## Work required
Only lines with the word "FORST" belong in the answer; copy them from the records below.

## Information
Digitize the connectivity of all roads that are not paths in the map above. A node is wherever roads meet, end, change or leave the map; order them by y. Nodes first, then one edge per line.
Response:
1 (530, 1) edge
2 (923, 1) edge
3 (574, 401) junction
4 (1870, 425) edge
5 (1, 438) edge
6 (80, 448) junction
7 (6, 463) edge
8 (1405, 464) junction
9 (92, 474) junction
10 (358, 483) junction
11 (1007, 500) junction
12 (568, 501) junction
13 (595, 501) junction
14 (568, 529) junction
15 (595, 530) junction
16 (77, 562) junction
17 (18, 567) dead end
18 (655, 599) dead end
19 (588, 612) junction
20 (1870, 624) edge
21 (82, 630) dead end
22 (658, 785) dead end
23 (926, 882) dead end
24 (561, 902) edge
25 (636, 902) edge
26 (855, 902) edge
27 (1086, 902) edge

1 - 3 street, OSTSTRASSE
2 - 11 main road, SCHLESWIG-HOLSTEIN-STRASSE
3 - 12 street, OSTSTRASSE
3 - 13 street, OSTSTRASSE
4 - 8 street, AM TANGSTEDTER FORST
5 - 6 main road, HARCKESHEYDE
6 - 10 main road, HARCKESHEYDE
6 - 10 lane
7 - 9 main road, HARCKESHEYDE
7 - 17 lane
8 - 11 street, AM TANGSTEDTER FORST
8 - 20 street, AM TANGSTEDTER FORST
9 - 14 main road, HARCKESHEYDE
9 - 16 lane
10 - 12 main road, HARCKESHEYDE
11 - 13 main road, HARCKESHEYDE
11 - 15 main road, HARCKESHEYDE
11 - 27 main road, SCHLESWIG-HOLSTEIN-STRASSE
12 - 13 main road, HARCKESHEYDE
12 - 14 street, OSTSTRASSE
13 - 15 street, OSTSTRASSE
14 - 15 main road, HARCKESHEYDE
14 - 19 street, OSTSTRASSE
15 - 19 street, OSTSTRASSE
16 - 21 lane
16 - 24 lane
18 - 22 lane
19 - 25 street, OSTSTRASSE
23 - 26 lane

## Completed task
4 - 8 street, AM TANGSTEDTER FORST
8 - 11 street, AM TANGSTEDTER FORST
8 - 20 street, AM TANGSTEDTER FORST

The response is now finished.